血管侵犯的类型与程度不仅反映HCC的疾病阶段，也直接影响预后与治疗策略。因此，精准评估血管侵犯并制订个体化方案已成为研究重点。本文将系统评述血管癌栓的诊断标准、术前预测方法及治疗进展，旨在明确研究方向，提升综合诊治水平。

1 HCC血管癌栓的诊断与分级

1.1 MVI的组织病理诊断与分级

MVI的诊断目前主要依赖术后组织病理学，且尚无统一的国际标准。不同医疗机构在标本取材、切片厚度及观察标准方面存在差异，导致MVI的检出率与判断标准呈高度异质性^[5-6]。2012年之前，MVI缺乏明确定义，不同研究中报道的发生率差异显著。Rodríguez-Perálvarez等^[7]通过系统性综述首次明确MVI定义为：在内皮细胞衬里的脉管（包括肝动脉、门静脉、肝静脉）内发现癌细胞巢。

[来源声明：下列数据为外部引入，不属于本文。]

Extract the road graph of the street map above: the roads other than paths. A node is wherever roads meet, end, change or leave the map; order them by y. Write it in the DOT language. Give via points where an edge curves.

2015年发布的《原发性肝癌病理诊断实践指南》^[8]提出“七点基线取材法”（简称“七点法”），并建立了三级分级系统：M0（无MVI）、M1（≤5个灶，且分布于距肿瘤边缘≤1 cm）、M2（>5个灶或任一灶距肿瘤边缘>1 cm）。一项大型多中心研究^[9]表明，“七点法”检出率高于传统“三点法”，MVI分级与术后3年复发率和总生存（overall survival，OS）率呈显著相关，有更高的预后预测价值。后续研究^[10]将M2分级细化为M2a组（>5个灶，均距肿瘤≤1 cm）与M2b组（≥1个灶，距肿瘤>1 cm），其中M2b组的预后最差，其5年OS率低至18.9%，显著低于M0组（82.5%），该分级系统已被《原发性肝癌诊疗指南（2024年版）》^[11]强烈推荐。

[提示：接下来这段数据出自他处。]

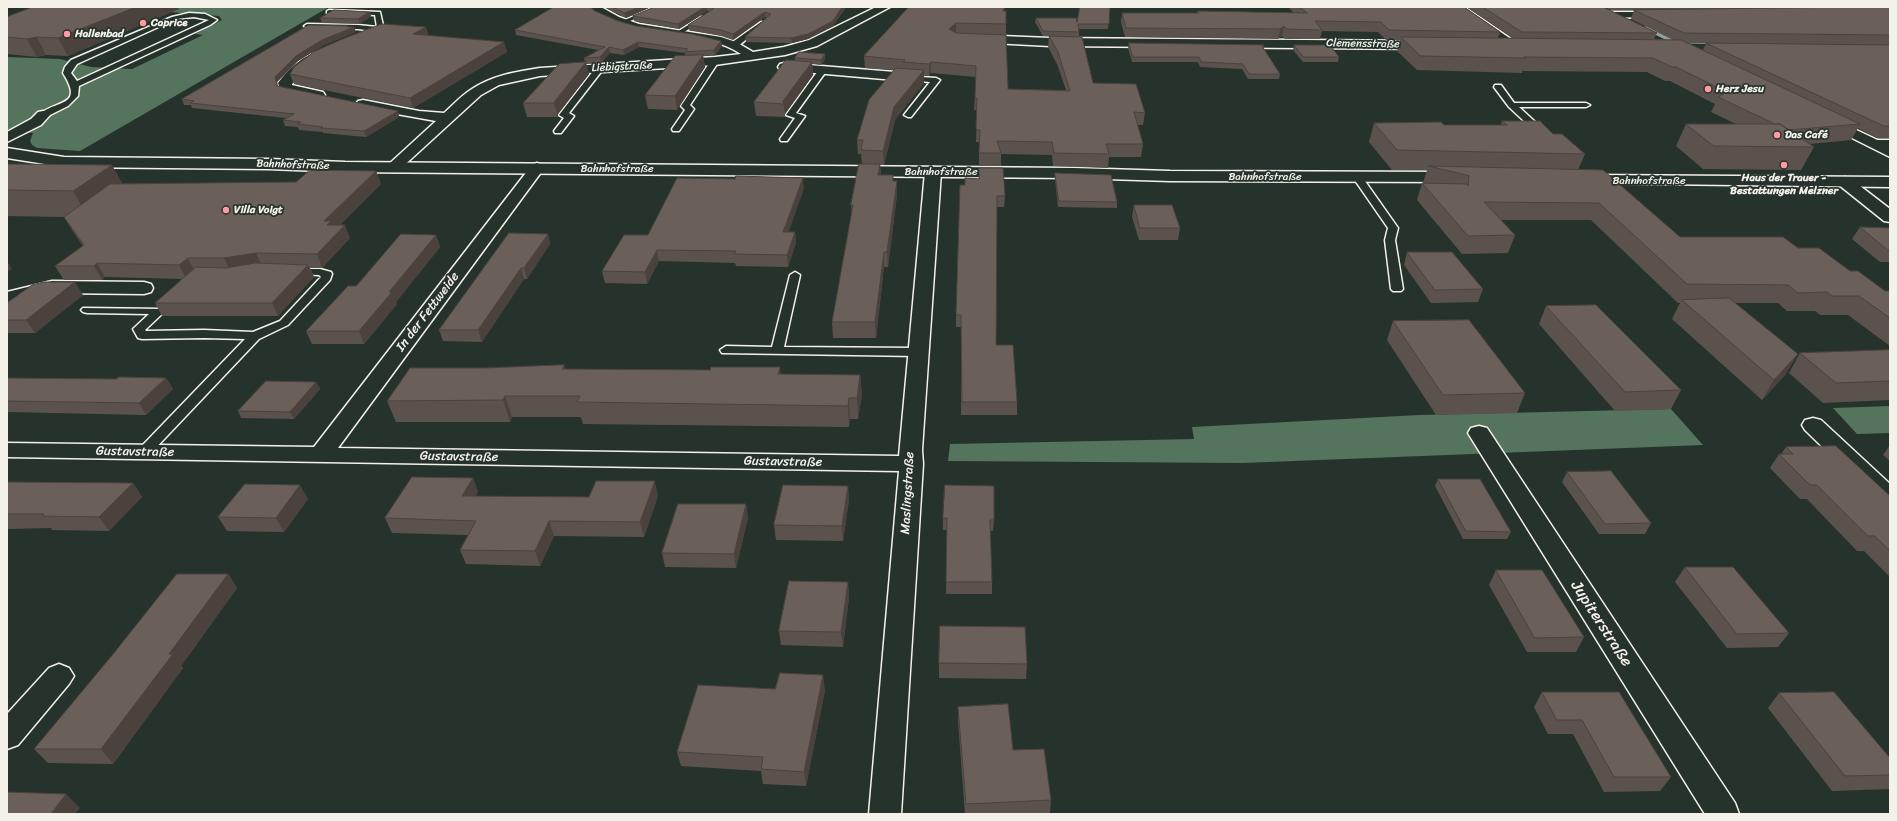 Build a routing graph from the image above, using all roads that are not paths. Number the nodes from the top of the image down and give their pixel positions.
1 (594, 7) edge
2 (661, 7) edge
3 (884, 7) edge
4 (1456, 7) edge
5 (329, 12) edge
6 (710, 13) edge
7 (1675, 14) edge
8 (767, 19) edge
9 (623, 22) junction
10 (307, 26) edge
11 (1635, 28) edge
12 (381, 30) junction
13 (679, 33) junction
14 (964, 39) edge
15 (352, 40) edge
16 (1654, 42) edge
17 (734, 45) junction
18 (1444, 45) edge
19 (1491, 46) edge
20 (1515, 46) junction
21 (1530, 46) edge
22 (1676, 47) junction
23 (1750, 48) edge
24 (324, 52) edge
25 (752, 57) junction
26 (715, 61) junction
27 (1704, 61) edge
28 (600, 68) junction
29 (823, 70) junction
30 (896, 76) joint
31 (75, 85) junction
32 (1498, 87) dead end
33 (327, 97) edge
34 (350, 102) edge
35 (1512, 105) junction
36 (1586, 106) dead end
37 (1814, 114) edge
38 (43, 115) junction
39 (908, 115) dead end
40 (447, 118) junction
41 (7, 129) edge
42 (676, 129) dead end
43 (558, 131) dead end
44 (1546, 137) edge
45 (7, 138) edge
46 (784, 139) dead end
47 (1874, 143) junction
48 (1890, 143) edge
49 (1890, 152) edge
50 (7, 153) edge
51 (64, 162) junction
52 (7, 167) edge
53 (394, 167) junction
54 (537, 168) junction
55 (933, 172) junction
56 (1357, 176) junction
57 (1579, 176) edge
58 (1467, 177) edge
59 (1845, 182) junction
60 (1890, 182) edge
61 (1890, 217) edge
62 (283, 272) edge
63 (795, 275) dead end
64 (144, 288) dead end
65 (1397, 289) dead end
66 (7, 298) edge
67 (87, 310) dead end
68 (255, 336) junction
69 (726, 350) dead end
70 (776, 351) junction
71 (918, 352) junction
72 (1813, 425) dead end
73 (1479, 433) dead end
74 (7, 450) edge
75 (144, 452) junction
76 (320, 455) junction
77 (911, 464) junction
78 (1890, 498) edge
79 (58, 676) dead end
80 (7, 736) edge
81 (884, 814) edge
82 (1723, 814) edge

1 - 9 street
2 - 9 lane
3 - 25 street, Liebigstraße
4 - 20 street
5 - 12 lane
6 - 13 lane
7 - 11 street
8 - 17 lane
9 - 13 street
10 - 12 lane
12 - 15 street
13 - 17 street
14 - 18 street, Clemensstraße
16 - 22 street
17 - 25 street
19 - 20 street
20 - 21 street
22 - 23 street
22 - 27 street
24 - 33 street
25 - 26 street, Liebigstraße
26 - 28 street, Liebigstraße
26 - 29 street, Liebigstraße
26 - 42 lane
28 - 40 street, Liebigstraße
28 - 43 lane
29 - 30 street, Liebigstraße
29 - 46 lane
30 - 39 lane
31 - 31 lane
31 - 38 lane
32 - 35 lane
34 - 40 street
35 - 36 lane
35 - 44 lane
37 - 47 street
38 - 41 street
38 - 45 street
40 - 53 street, Liebigstraße
47 - 48 lane
47 - 49 street
50 - 51 street, Bahnhofstraße
51 - 52 street, Bahnhofstraße
51 - 53 street, Bahnhofstraße
53 - 54 street, Bahnhofstraße
54 - 55 street, Bahnhofstraße
54 - 76 street, In der Fettweide
55 - 56 street, Bahnhofstraße
55 - 71 street, Maslingstraße
56 - 58 street, Bahnhofstraße
56 - 65 lane
57 - 59 street, Bahnhofstraße
59 - 60 street, Bahnhofstraße
59 - 61 street
62 - 68 lane
63 - 70 lane
64 - 66 street
67 - 68 lane
68 - 75 lane
69 - 70 lane
70 - 71 lane
71 - 77 street, Maslingstraße
72 - 78 street
73 - 82 street, Jupiterstraße
74 - 75 street, Gustavstraße
75 - 76 street, Gustavstraße
76 - 77 street, Gustavstraße
77 - 81 street, Maslingstraße
79 - 80 street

此外，本团队^[12]新兴的全景数字化大体病理技术（image-matching digital macro-slide，IDS）通过整块组织切面结合数字扫描，实现MVI的三维精准定位，MVI检出率提升至63.7%。该技术显著减少传统方法中的假阴性风险，有望在未来通过人工智能（artificial intelligence，AI）整合后成为标准化病理评估工具。

1.2 MaVI的影像学诊断与分型

MaVI主要包括PVTT、HVTT与IVCTT，其中PVTT最常见，发病率高达44%~62%^[13]，相比之下，HVTT和IVCTT的发生率较低，仅为1.4%~4.9%^[14]。MaVI的诊断通常在明确HCC的基础上，通过影像学进一步确认。增强CT与MRI是当前评估MaVI的主要影像学工具，其典型表现包括受累血管异常扩张，腔内可见软组织密度或信号影，动脉期呈现与原发肿瘤同步的强化特征，在门静脉期及延迟期持续表现为充盈缺损，提示癌栓的存在。在肝脏影像报告与数据系统（liver imaging reporting and data system，LI-RADS）^[15]中，“LR-TIV”分类专门用于标识影像上可见的血管内肿瘤，在识别宏观血管侵犯方面具有极高的特异度（约99%），但敏感度相对较低（62%~64%）。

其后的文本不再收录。